Did you know… that the word acid comes from the Latin word acidus meaning sour!

Lemons contain an acid called
citric acid that gives them that
sour taste!

The pH Scale

The pH scale is a scale that measures how acidic or basic a substance is.
The pH scale goes from 0 to 14. The scale for acids goes from 0 to 7. A very strong acid has a pH of 0. The scale for bases goes from 7 to 14. A very strong base has a pH of 14.
Something with a pH of 7 is said to be neutral (neither an acid or a base). Pure water has a pH of 7.
photo credit: ViaMoi via photopin cc

 

“Did you know… that bee sting venom contains an acid called formic acid!”

Acids and bases in plants!

An indicator is something that can determine whether a substance is an acid or a base. Many indicators are natural chemicals.
A group of chemicals called anthocyanins are naturally present in a number of different plants such as apples, grapes, the leaves of many trees and flowers such as roses and poppies.
photo credit: Jason A. Samfield via photopin cc

The colour of anthocyanin changes depending upon the acid levels (pH) of the plant. The bright red and pink colours of Autumn are due to anthocyanin and acid levels in leaves (for more on this see my previous
post “Carrots, Cabbages and Cups of Tea“).

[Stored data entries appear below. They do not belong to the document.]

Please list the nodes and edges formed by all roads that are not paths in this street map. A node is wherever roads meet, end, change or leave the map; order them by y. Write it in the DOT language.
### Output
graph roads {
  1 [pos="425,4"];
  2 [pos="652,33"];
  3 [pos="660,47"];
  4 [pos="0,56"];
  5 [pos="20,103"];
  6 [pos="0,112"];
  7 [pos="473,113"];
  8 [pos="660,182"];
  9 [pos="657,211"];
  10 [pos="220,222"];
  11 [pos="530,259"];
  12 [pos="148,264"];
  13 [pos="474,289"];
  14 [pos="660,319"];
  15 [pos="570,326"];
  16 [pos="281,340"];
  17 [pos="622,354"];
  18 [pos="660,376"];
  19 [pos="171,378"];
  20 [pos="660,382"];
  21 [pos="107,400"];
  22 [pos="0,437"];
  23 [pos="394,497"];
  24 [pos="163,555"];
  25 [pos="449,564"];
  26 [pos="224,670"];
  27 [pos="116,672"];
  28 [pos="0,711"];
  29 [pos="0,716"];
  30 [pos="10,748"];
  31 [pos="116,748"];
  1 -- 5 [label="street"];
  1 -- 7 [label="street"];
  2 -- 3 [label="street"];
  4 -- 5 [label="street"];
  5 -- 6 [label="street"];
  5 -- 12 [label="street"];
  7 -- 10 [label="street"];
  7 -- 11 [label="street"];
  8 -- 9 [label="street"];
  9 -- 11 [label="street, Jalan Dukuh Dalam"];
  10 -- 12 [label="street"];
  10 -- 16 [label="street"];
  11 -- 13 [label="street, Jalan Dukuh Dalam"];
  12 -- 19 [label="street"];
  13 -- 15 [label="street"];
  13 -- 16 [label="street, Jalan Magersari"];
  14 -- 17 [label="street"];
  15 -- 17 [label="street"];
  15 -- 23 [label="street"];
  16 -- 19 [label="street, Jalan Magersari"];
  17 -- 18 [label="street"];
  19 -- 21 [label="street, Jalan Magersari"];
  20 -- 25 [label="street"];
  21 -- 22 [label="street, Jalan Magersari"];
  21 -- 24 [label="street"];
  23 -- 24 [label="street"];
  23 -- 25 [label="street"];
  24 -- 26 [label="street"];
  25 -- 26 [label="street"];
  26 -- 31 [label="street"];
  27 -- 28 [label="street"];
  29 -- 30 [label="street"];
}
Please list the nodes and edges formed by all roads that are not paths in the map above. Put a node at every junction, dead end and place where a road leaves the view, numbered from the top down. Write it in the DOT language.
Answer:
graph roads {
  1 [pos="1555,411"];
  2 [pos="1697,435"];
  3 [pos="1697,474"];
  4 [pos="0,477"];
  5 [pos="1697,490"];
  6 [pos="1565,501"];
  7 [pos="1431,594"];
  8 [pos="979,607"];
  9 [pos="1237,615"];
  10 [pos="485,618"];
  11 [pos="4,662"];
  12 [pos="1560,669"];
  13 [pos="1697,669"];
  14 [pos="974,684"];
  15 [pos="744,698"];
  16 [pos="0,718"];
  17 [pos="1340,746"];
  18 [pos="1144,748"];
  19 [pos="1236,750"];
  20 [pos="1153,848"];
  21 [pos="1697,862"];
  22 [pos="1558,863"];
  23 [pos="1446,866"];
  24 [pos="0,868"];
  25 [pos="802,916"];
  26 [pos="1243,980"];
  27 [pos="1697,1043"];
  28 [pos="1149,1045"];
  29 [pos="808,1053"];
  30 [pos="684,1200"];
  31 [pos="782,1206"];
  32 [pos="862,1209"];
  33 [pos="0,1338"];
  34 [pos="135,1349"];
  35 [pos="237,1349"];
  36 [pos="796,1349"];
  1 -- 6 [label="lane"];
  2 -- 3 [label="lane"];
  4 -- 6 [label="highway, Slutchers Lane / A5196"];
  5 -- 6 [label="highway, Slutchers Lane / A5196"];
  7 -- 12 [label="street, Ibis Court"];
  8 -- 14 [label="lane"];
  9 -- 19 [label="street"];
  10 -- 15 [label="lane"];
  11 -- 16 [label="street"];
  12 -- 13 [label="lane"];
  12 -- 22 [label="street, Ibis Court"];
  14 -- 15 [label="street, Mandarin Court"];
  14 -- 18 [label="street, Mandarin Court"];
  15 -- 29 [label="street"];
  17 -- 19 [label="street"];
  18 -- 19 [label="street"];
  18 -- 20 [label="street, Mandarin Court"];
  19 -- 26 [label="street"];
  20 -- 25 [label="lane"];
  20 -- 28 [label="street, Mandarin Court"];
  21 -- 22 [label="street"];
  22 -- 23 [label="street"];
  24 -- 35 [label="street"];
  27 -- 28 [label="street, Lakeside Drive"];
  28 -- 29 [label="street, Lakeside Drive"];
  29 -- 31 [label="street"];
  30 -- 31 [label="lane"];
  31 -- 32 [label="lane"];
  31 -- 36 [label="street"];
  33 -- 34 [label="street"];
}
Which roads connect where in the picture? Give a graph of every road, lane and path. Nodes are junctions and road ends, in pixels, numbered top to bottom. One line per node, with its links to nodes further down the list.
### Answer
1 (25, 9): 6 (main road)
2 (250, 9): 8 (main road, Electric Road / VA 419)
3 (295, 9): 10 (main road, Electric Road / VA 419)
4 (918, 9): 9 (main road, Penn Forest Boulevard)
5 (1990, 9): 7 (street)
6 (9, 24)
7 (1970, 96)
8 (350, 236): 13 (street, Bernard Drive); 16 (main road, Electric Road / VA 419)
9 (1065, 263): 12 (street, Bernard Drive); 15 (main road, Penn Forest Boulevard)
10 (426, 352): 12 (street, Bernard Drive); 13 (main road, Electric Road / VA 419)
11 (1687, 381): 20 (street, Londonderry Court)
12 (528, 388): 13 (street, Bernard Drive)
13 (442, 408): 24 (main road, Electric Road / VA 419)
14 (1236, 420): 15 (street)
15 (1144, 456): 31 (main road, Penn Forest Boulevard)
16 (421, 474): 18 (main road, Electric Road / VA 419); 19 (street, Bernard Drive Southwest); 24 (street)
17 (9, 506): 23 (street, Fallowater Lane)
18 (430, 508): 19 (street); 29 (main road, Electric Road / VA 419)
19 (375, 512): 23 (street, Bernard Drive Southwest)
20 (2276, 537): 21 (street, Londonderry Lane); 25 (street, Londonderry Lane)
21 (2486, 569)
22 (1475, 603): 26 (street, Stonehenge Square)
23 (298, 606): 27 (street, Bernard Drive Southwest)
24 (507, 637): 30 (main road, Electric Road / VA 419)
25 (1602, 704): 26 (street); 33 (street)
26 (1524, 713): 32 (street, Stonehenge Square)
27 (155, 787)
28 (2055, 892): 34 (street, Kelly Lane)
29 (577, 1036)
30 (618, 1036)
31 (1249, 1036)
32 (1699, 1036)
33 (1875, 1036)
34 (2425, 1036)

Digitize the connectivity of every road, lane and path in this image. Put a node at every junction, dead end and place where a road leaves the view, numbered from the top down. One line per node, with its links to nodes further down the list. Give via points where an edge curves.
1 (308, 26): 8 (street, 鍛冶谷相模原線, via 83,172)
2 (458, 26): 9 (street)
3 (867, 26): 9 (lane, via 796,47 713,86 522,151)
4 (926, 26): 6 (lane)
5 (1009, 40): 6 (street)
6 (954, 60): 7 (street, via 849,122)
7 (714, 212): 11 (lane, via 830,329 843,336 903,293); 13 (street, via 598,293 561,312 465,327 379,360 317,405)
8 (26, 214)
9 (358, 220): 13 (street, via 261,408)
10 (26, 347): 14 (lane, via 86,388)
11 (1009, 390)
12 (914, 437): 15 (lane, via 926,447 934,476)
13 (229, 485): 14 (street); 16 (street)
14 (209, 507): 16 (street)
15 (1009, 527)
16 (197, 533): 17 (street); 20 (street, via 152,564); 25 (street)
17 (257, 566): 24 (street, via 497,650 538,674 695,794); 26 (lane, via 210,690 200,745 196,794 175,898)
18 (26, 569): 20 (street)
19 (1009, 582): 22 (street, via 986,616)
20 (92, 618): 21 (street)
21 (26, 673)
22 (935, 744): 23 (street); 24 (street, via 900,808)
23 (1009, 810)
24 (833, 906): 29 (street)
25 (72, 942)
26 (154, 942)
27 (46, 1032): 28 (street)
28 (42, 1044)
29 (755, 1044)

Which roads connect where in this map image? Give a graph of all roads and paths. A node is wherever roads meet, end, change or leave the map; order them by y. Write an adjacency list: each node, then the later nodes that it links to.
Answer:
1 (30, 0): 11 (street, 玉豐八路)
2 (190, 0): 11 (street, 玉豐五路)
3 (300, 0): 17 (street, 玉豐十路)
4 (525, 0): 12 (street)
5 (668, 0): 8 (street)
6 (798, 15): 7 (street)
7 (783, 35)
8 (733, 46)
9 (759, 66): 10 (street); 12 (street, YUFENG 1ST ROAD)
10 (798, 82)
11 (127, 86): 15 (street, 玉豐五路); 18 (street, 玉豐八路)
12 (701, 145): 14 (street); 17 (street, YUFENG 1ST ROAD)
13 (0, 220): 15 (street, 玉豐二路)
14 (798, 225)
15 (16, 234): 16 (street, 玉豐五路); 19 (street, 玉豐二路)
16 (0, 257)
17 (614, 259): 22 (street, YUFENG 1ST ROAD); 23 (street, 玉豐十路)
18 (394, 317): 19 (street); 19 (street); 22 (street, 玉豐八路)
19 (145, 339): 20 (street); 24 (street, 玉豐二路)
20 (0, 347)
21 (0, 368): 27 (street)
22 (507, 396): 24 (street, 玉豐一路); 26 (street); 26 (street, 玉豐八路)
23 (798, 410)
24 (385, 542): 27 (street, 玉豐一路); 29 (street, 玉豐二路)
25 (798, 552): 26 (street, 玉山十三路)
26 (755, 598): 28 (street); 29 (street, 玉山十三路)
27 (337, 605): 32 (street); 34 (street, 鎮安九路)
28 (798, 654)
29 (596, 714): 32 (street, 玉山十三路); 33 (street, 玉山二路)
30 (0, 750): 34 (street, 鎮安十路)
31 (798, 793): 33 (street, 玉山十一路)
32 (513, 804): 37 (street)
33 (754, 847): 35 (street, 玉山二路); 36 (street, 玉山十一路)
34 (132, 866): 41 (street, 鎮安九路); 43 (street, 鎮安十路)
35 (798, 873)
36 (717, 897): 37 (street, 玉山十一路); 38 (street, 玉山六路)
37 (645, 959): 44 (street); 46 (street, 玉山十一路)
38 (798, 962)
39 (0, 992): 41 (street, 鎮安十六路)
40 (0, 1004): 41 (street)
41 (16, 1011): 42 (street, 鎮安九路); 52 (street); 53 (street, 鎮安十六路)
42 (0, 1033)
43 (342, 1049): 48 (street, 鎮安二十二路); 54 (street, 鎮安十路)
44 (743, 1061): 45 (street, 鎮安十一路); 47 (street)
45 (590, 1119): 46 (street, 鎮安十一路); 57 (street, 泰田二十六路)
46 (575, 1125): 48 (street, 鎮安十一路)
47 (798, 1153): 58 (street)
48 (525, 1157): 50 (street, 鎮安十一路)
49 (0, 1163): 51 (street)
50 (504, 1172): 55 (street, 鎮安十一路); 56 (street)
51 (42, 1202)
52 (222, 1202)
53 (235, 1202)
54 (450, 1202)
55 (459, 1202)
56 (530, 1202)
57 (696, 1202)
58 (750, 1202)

Anthocyanin changes colour from red to pink, to purple, to blue, to green as the pH changes from 0 to 14.
photo credit: Parvin via photopin cc

“Did you know… Hydrangea flowers can change colour depending on the pH of the soil. In acidic soils chemical reactions occur to make aluminium available to the plant, turning the flowers blue, in alkaline (basic) soil these chemical reactions cannot occur so the flowers remain pink.”

 

Experiments to try at home:

Make your own sherbet

You will need… icing sugar, citric acid, bread soda, flavoured jelly crystals, a teaspoon, a tablespoon and a mixing bowl.
What to do… add one teaspoon of citric acid and one teaspoon of bread soda to the bowl. Add three tablespoons of icing sugar and two tablespoons of flavoured jelly crystals. Mix all together then place a small amount on your tongue! The sherbet should bubble a little and you should feel a tingle on your tongue!
So what is happening?… you have just created an  acid-base reaction in your mouth! When the citric acid, bread soda and saliva in your mouth combine they react together to give off a gas, called carbon dioxide, that forms tiny bubbles that you feel fizzing on your tongue!

Cabbage juice experiment

You will need… a red (purple) cabbage, a knife, a saucepan, a sieve, an ice tray, clear vinegar, water and bread soda
What to do… cut up half the red cabbage and add it to a pan.  Ask and adult to cover with water and bring it to the boil then leave to cool.  Once cool pour the cabbage juice through a sieve, collecting the juice in a bowl.  Pour the juice into an ice tray and freeze until it hardens into ice-cubes.
Half fill three glasses, one with water, one with clear vinegar and one with water mixed with half a teaspoon of bread soda. Now drop a cabbage juice ice-cube into each glass and see what happens.
Cabbage Juice ice cube experiment

 

So what is happening?… red cabbage contains anthocyanin. When the cabbage juice mixes with the acid (vinegar) it turns a red/pink colour; when it mixes with the bread soda solution (base) it turns a blue/green colour.  The water is neutral (pH 7) so it does not alter the purple colour of the cabbage juice.